A selection of
Awards





For fifty years, the world has argued whether the moon landing was a hoax. That was the trick — the sleight of hand. The question was never if we went. The question was who came back. When astrophysicist Dr. Aris Thorne finds his great-grandfather Michael Collins’ hidden journal after his death, the entries reveal a terrifying truth: Neil Armstrong and Buzz Aldrin didn’t survive Apollo 11. Something else did — and it’s been walking among us ever since. Partnered with Jules Cappa, a hungry young podcaster chasing her big break, Aris reluctantly dives into a labyrinth of government cover-ups, declassified files, and cryptic recordings from the mission. Their investigation uncovers more than a lie — it unravels history itself. The race to the moon wasn’t just about planting a flag. It was about contact. It was about retrieval. And Kennedy died knowing why. Small Step, Giant Leap is a faux true-crime documentary podcast turned audio thriller, weaving archival sound, tense interviews, and a chilling conspiracy that spans from the Cold War to the present.
The moon landing is one of those universal events — a human triumph, a piece of collective memory. But collective memories are fragile. They’re built on trust. And what happens when that trust breaks? I wanted to tell a story that lives in the liminal space between fact and fiction, history and myth. As a lifelong fan of true-crime podcasts and conspiracy lore, I was fascinated by the idea of using the familiar structure of a documentary — the trust we place in a narrator, the intimacy of audio — and twisting it into a puzzle box that forces listeners to question not just what happened, but why we believe what we believe. This isn’t just sci-fi. It’s grief, legacy, paranoia, and the need to know the truth — even when the truth is unbearable.

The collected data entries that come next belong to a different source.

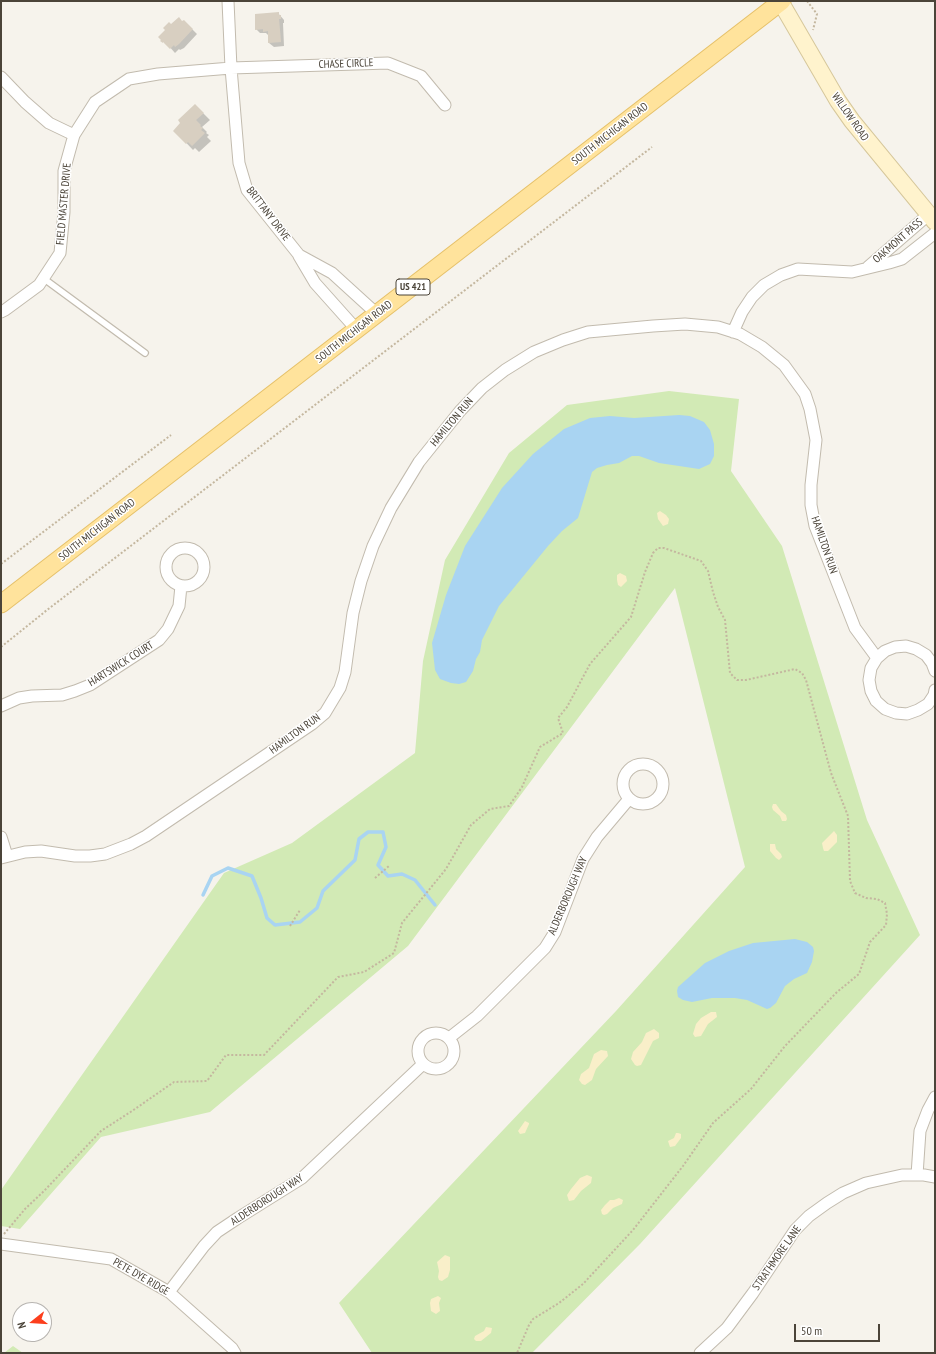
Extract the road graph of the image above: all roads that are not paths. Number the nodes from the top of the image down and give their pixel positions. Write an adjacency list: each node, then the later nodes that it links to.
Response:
1 (228, 1): 3 (street, BRITTANY DRIVE)
2 (781, 1): 7 (street, WILLOW ROAD); 13 (main road, SOUTH MICHIGAN ROAD / US 421)
3 (231, 68): 5 (street, CHASE CIRCLE); 6 (street, FIELD MASTER DRIVE); 9 (street, BRITTANY DRIVE)
4 (1, 77): 6 (street)
5 (445, 105)
6 (74, 135): 11 (street, FIELD MASTER DRIVE)
7 (932, 219): 10 (street, OAKMONT PASS)
8 (935, 233): 10 (street, OAKMONT PASS)
9 (299, 255): 13 (street, BRITTANY DRIVE); 14 (street)
10 (868, 267): 15 (street, OAKMONT PASS)
11 (43, 278): 12 (street, FIELD MASTER DRIVE); 16 (lane)
12 (1, 312)
13 (377, 314): 14 (main road, SOUTH MICHIGAN ROAD / US 421)
14 (357, 330): 18 (main road, SOUTH MICHIGAN ROAD / US 421)
15 (733, 332): 19 (street, HAMILTON RUN); 25 (street, HAMILTON RUN)
16 (145, 353)
17 (181, 586): 22 (street, HARTSWICK COURT)
18 (1, 604)
19 (877, 658): 20 (street); 21 (street)
20 (935, 671)
21 (935, 690)
22 (1, 706)
23 (629, 799): 26 (street, ALDERBOROUGH WAY)
24 (1, 837): 25 (street)
25 (4, 857)
26 (449, 1038): 27 (street); 27 (street)
27 (423, 1064): 32 (street, ALDERBOROUGH WAY)
28 (935, 1097): 29 (street)
29 (917, 1175): 30 (street, STRATHMORE LANE); 34 (street, STRATHMORE LANE)
30 (935, 1177)
31 (2, 1241): 32 (street, PETE DYE RIDGE)
32 (169, 1292): 33 (street, PETE DYE RIDGE)
33 (235, 1353)
34 (700, 1353)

Small Step, Giant Leap is about the stories we choose to believe and the terrifying consequences when those stories unravel. It explores the tension between truth and myth, showing how history can be shaped as much by secrecy as by fact. Aris’s investigation becomes a meditation on legacy and inheritance — the burden of carrying a family secret powerful enough to rewrite human history. Isolation runs through the narrative, from Collins’ lonely orbit to Aris’s solitary search, highlighting the weight of knowing something others refuse to see. As paranoia sets in, the series asks who we can trust when every voice, every document, every recording might be a lie. Ultimately, it’s about the cost of curiosity — the danger and necessity of pulling a thread even when it could unravel everything we thought we knew.

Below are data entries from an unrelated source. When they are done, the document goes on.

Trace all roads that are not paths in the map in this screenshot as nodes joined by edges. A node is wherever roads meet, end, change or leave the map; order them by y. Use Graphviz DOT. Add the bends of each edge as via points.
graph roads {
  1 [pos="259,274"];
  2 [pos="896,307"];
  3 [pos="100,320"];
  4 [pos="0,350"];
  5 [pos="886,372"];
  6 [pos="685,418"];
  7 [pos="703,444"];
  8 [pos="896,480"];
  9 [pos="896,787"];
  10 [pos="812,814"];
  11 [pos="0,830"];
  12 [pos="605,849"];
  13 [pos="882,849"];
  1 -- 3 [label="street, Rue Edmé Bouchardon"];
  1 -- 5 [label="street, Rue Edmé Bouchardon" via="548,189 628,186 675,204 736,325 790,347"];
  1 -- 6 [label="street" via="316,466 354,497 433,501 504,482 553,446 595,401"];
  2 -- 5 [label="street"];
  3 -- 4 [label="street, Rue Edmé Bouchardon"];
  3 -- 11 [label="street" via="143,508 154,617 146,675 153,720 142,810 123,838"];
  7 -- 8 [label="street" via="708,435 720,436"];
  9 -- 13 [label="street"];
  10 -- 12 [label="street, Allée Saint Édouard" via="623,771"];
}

The world of Small Step, Giant Leap blends the familiar intimacy of true-crime podcasts with the eerie vastness of space. It moves between crackling NASA archives, redacted government files, and late-night recording sessions, where the hum of tape decks and the silence between breaths become as suspenseful as any lunar transmission. This is a world where history feels fragile, reality feels slippery, and the past bleeds into the present — a place where one voice, one tape, one secret can change everything we think we know.